In my previous posting I described how Hadoop compares to a traditional database solution from Oracle. In this article I will describe the so called NoSQL databases, and explain when to deploy this solution.

Why not use Hadoop?

While Spark SQL, Impala and Hive are potential solutions for interactive analytic queries across petabyte sized data sets, they have severe limitations:-

  •  No Random Access to data: Hadoop provides no indexes or random access lookups on a single row. Instead it is designed to summarise and present massive data sets at scale.
  • Append Only: It's not possible to update or delete rows in place, although data can be appended to an existing data set. This means raw HDFS is not suitable for OLTP like workloads.

 Where fast random access, and OLTP like functionality are needed, the most sensible solution is a traditional relational database, but while processing semi-structured data or internet scale throughput, there's a new product class available, the so-called NoSQL database.

What’s different about NoSQL?

There are literally hundreds of options available, each with different strengths, but noSQL databases tend to:-

  •  Not use SQL: The clue is in the name. Instead they have a custom built query language, although many are accessible via other SQL tools including Spark and Apache Drill.
  • Support High Velocity Workloads: They are built to process massive data velocity - tens of thousands of inserts per second across hundreds of nodes.
  • Support massive data volumes: many can automatically shard (spread out) data across a number of machines, and support very fast retrieval of massive (petabyte) sized data sets with ease.
  • Are implemented on a distributed system: To achieve the high velocity and massive data volumes they must scale out.
  • Avoid a relational model: They tend not to support the highly flexible (but often performance constrained) relational model.
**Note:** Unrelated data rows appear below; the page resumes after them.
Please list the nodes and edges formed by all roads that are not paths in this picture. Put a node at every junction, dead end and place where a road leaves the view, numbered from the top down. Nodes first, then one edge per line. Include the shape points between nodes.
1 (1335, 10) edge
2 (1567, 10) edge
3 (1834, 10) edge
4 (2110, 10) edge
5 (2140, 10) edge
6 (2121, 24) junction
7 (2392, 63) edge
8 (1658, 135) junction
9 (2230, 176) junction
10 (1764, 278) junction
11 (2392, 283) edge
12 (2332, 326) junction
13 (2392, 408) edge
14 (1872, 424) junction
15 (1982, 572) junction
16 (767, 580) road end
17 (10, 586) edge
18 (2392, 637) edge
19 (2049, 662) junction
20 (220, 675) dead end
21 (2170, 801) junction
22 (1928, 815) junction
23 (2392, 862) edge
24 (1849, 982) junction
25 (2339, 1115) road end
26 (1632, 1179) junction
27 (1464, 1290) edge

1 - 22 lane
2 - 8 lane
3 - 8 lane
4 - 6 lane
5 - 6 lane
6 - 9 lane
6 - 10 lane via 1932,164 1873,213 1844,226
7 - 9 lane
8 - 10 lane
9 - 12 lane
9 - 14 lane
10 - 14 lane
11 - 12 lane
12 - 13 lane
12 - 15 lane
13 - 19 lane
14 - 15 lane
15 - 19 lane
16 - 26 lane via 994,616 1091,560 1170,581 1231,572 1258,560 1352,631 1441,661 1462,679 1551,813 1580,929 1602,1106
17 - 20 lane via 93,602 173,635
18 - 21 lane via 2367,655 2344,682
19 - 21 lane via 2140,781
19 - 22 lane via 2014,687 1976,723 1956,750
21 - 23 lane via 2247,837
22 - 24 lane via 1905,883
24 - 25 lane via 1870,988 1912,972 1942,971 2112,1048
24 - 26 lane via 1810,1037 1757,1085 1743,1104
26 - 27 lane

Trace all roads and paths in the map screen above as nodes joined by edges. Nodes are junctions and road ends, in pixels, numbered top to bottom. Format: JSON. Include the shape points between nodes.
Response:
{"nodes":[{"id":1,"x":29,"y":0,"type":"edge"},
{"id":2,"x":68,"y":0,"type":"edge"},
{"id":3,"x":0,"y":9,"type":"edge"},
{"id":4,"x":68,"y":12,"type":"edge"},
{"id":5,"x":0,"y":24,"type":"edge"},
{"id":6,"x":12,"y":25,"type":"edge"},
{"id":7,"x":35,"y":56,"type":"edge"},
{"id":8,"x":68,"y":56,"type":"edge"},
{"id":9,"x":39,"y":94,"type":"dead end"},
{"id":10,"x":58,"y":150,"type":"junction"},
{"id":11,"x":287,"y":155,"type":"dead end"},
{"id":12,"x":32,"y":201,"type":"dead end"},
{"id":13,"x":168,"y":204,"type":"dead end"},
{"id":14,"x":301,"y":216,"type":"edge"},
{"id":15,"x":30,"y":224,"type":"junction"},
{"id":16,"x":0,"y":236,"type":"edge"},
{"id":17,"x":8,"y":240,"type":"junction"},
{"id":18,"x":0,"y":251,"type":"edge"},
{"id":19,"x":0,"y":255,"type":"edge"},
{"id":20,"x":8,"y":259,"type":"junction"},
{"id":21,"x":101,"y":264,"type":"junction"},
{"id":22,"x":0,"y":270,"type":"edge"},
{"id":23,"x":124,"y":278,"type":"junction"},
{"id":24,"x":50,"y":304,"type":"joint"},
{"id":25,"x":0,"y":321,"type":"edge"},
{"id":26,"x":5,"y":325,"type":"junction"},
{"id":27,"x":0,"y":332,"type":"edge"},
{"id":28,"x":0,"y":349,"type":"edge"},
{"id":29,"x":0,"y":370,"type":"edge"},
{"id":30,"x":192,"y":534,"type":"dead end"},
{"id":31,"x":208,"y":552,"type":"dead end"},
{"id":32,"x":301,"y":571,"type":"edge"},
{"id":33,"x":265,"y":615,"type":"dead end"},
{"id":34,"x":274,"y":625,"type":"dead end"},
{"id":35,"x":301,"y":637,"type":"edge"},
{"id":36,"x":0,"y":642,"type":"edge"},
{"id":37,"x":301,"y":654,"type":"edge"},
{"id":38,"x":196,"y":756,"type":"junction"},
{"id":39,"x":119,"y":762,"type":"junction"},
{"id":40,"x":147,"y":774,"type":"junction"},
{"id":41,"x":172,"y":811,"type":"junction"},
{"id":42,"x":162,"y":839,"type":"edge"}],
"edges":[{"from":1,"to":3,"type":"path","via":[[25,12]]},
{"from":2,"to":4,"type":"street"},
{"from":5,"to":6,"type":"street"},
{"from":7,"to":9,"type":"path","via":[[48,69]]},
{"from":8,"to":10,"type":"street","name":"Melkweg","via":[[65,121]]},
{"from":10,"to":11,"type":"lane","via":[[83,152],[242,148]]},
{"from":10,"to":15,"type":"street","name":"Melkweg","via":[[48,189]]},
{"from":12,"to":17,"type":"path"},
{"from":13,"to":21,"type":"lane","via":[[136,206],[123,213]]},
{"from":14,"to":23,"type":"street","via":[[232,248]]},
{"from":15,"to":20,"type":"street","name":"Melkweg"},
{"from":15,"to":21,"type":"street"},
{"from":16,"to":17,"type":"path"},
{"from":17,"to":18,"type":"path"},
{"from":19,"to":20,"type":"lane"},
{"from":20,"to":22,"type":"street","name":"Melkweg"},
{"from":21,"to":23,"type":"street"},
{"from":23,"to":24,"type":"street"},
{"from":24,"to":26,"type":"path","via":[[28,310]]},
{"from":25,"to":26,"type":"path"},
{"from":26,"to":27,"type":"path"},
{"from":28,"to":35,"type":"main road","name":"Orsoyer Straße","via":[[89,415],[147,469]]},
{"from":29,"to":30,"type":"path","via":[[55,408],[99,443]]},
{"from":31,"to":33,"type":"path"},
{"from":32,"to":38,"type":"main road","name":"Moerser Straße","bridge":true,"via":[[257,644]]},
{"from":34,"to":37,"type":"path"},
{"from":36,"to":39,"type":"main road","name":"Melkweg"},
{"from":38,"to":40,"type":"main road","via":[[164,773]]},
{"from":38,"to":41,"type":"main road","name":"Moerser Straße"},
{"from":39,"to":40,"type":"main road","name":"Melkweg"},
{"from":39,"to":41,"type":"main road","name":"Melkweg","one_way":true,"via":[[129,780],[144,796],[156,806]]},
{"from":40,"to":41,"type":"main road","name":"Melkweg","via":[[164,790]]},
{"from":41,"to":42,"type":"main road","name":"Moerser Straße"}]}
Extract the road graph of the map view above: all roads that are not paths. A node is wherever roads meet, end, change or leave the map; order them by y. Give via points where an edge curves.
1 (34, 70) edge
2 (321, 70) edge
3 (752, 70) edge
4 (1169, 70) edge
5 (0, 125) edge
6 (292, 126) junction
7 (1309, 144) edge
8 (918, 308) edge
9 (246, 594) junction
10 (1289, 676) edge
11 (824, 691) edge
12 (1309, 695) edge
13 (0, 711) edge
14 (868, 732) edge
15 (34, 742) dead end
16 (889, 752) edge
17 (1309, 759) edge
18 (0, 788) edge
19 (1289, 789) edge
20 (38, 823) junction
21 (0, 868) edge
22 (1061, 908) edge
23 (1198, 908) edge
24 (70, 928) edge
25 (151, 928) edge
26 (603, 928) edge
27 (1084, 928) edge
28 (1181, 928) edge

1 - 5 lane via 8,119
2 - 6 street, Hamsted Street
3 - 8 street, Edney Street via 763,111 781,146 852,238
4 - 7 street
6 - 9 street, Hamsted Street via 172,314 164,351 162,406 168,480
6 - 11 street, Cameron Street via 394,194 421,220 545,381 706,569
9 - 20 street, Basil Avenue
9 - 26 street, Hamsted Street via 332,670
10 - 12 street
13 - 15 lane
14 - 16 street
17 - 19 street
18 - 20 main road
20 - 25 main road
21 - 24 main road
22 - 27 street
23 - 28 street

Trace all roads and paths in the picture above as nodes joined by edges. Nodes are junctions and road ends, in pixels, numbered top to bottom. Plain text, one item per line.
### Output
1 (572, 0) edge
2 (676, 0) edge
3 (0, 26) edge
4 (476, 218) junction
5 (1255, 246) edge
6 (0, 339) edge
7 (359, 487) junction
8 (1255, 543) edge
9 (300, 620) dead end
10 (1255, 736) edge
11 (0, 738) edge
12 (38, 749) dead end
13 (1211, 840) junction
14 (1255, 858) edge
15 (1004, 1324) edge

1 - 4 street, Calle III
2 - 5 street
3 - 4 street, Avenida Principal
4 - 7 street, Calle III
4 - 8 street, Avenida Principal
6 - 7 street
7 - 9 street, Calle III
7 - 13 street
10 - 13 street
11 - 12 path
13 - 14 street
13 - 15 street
This means database design tends to be centred around efficient data access for a specific application rather than a general purpose query solution. However the benefits of performance, scalability and throughput make this compromise worth while. This does mean NoSQL database designs tend to be highly denormalised, and they will remain a relatively niche solution.
HBase is used by Facebook to process 80 billion transactions per day    

Be aware, NoSQL databases tend to be open source (in most cases), and may run on Hadoop HDFS although some databases also run stand-alone and independent.

The CAP Theorem

OK, before you nod off to sleep, bear with me. It's a simple concept with practical implications for any Big Data project.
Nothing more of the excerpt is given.